When we hear the word career, we all have our own ideas of what that means. However, for most people it means what our guidance counselors told us it means when we were in school, which is something akin to the proper path we could or should be on to be safe in the world and be able to survive.

And I’m here to tell you it’s all bullshit. Guidance counselors have a long history of directing people into jobs and ‘career’ paths, as they tend to call them, that suck the soul out of many human beings. If you were to research the statistics on people with college degrees working in their field of study and measured against some kind of happiness quotient, you’d see that there is an inverse correlation between the two. That means that the majority of people working in their field of study are not truly happy with what they do. Their ‘career’ does not motivate them, it doesn’t inspire them, it doesn’t excite them or turn them on. They’re not happy and excited to wake up the next day, but they keep doing it because it’s their career. 

Complete and utter bullshit, friends! Instead of pursuing a career, pursue things that interest you. Not because it might lead to a decent income and health insurance plan, but because it will feed your soul. In fact, to take this a bit further, I’d go so far as to say that, for most people, pursuing a particular career path is a slow death in the world we live in today.

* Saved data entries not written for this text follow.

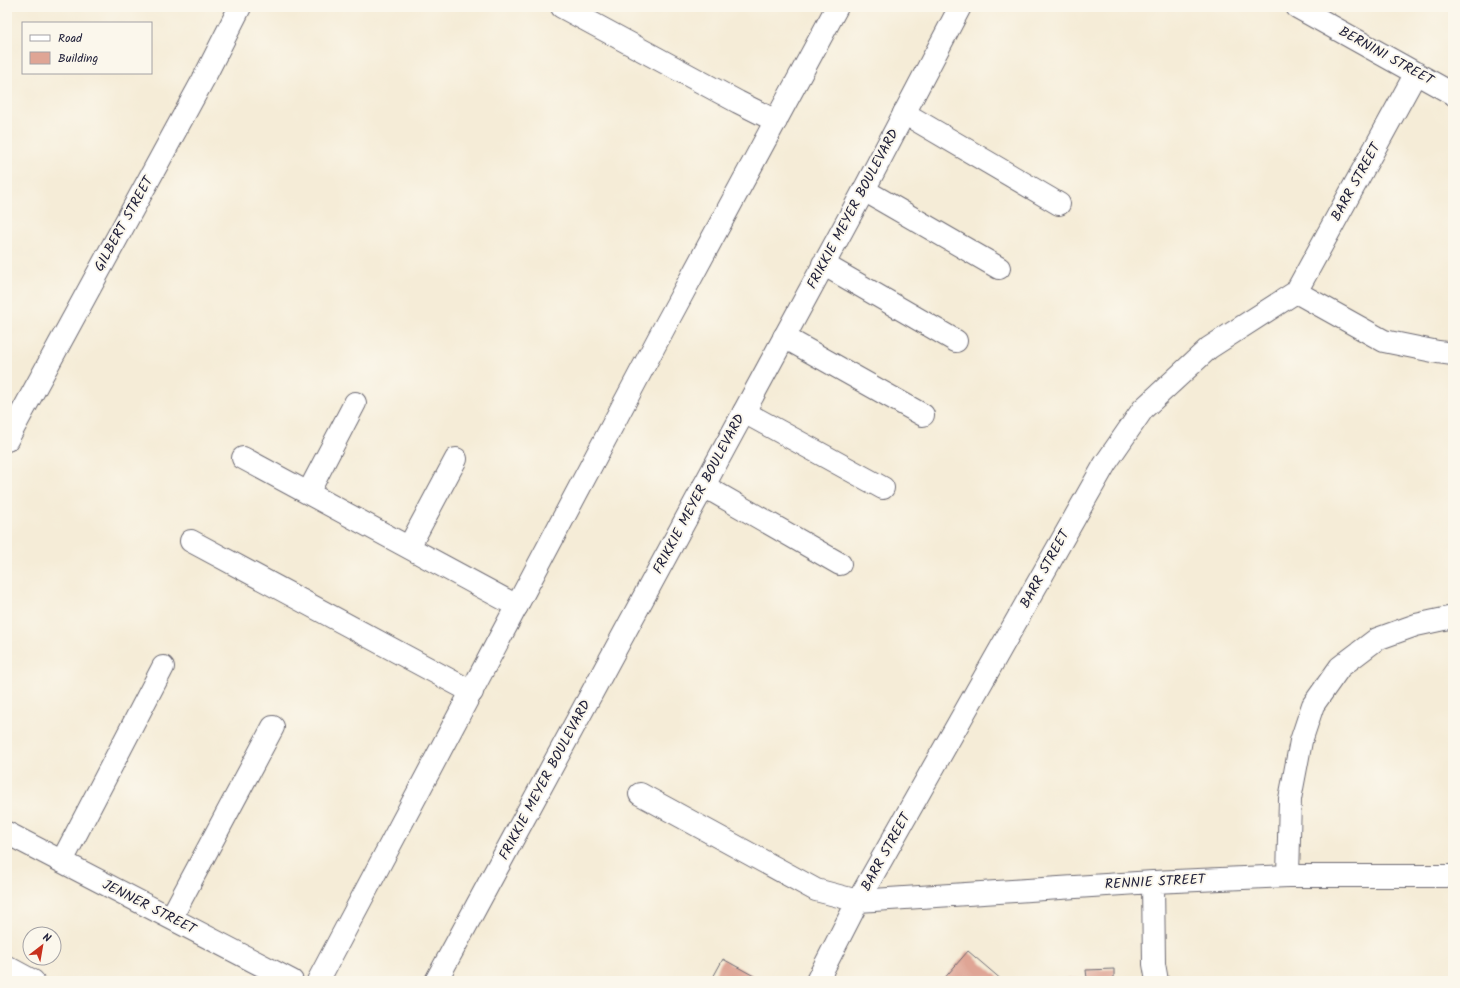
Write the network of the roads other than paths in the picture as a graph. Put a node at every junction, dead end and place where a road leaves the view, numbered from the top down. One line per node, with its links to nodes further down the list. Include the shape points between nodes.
1 (240, 7): 21 (street, GILBERT STREET, via 203,80)
2 (562, 7): 9 (street)
3 (837, 7): 9 (street)
4 (960, 7): 8 (street, FRIKKIE MEYER BOULEVARD)
5 (1298, 7): 6 (street, BERNINI STREET)
6 (1416, 73): 7 (street, BERNINI STREET); 14 (street, BARR STREET)
7 (1453, 94)
8 (904, 113): 10 (street, FRIKKIE MEYER BOULEVARD); 11 (street)
9 (776, 121): 30 (street)
10 (864, 190): 12 (street, FRIKKIE MEYER BOULEVARD); 13 (street)
11 (1059, 204)
12 (823, 264): 15 (street, FRIKKIE MEYER BOULEVARD); 16 (street)
13 (999, 268)
14 (1296, 292): 17 (street, via 1384,341); 41 (street, BARR STREET, via 1209,348 1143,409 1105,464)
15 (784, 337): 19 (street, FRIKKIE MEYER BOULEVARD); 20 (street)
16 (956, 340)
17 (1453, 354)
18 (355, 403): 26 (street)
19 (744, 412): 24 (street, FRIKKIE MEYER BOULEVARD); 25 (street)
20 (922, 415)
21 (7, 440)
22 (243, 458): 26 (street)
23 (456, 459): 28 (street)
24 (704, 486): 29 (street); 47 (street, FRIKKIE MEYER BOULEVARD)
25 (883, 488)
26 (308, 493): 28 (street)
27 (191, 542): 33 (street)
28 (409, 547): 30 (street)
29 (840, 564)
30 (517, 606): 33 (street)
31 (1453, 617): 38 (street, via 1377,639 1340,667 1314,704 1301,741 1290,798)
32 (163, 667): 37 (street)
33 (472, 692): 46 (street)
34 (273, 727): 42 (street)
35 (640, 794): 41 (street, RENNIE STREET, via 816,890)
36 (7, 833): 37 (street, JENNER STREET)
37 (62, 861): 42 (street, JENNER STREET)
38 (1288, 876): 39 (street, RENNIE STREET); 40 (street, RENNIE STREET)
39 (1453, 876)
40 (1153, 882): 41 (street, RENNIE STREET); 49 (street, via 1154,964)
41 (858, 902): 48 (street, BARR STREET)
42 (171, 918): 45 (street, JENNER STREET)
43 (7, 967): 44 (street)
44 (33, 981)
45 (292, 981)
46 (318, 981)
47 (436, 981)
48 (817, 981)
49 (1157, 981)

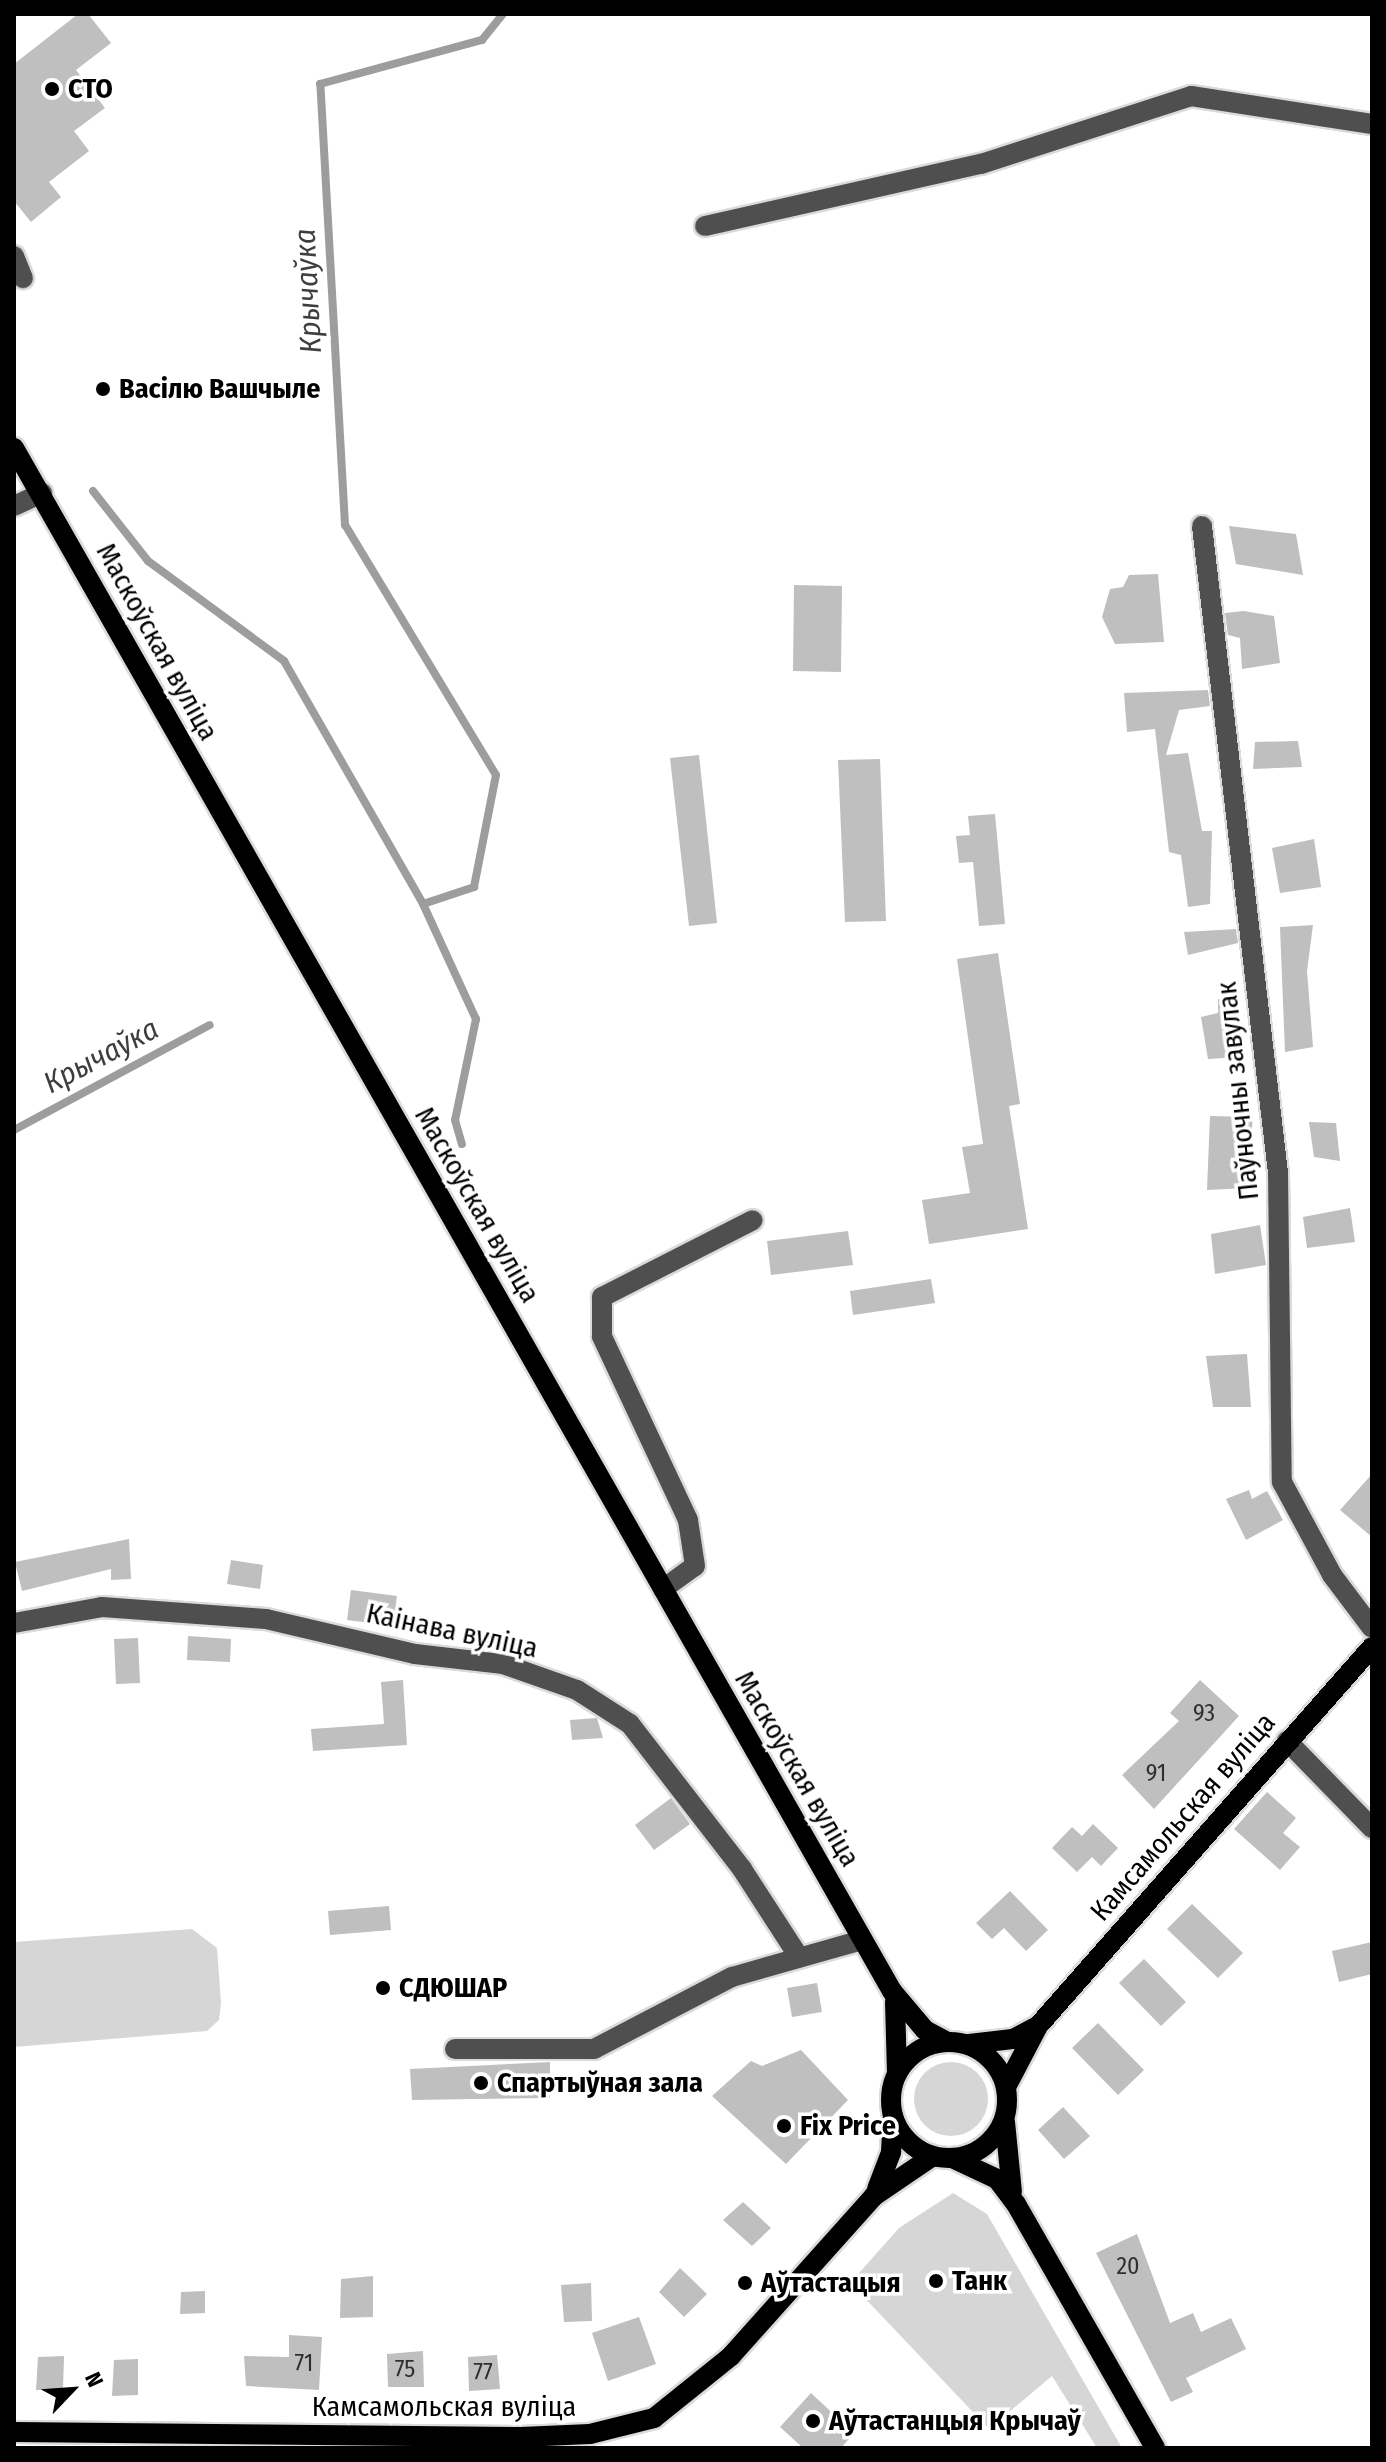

The world is moving and changing extremely fast. Other than some of the STEM jobs (science, technology, engineering, and math), most people will not be doing what they do today five years from now, or at least in the way it’s being done today. The greatest opportunities in the future, at least in my opinion, lie in what isn’t being done yet. 

Don’t focus on a particular career or career path because it likely will not be around, or at least not around in the same way, five to ten years from now. Pursue things that interest and excite you, but with the mindset that it’s likely just one of many things you will do over the coming years. The more adaptable one becomes, the more successfully one will be positioned when things inevitably change.

The one piece of unconventional advice that was given to me long ago that has helped me the most, and it was tied to the last piece of wisdom about the myth of careers, was this: be willing to reinvent yourself at any time and at any age.

We tend to view ourselves based on what we do. When people ask as what we do, we tend to answer in a way that sounds like we believe it’s who we are. We’ve labeled ourselves as ‘an appraiser’, or a lawyer. But that’s just what we do at the time we’re answering, it’s not who we are. The more adaptable we remain, and the more willing you are to reinvent yourself at any age, the more ‘lucky’ you become because you’ll be able to take advantage of opportunities when they present themselves.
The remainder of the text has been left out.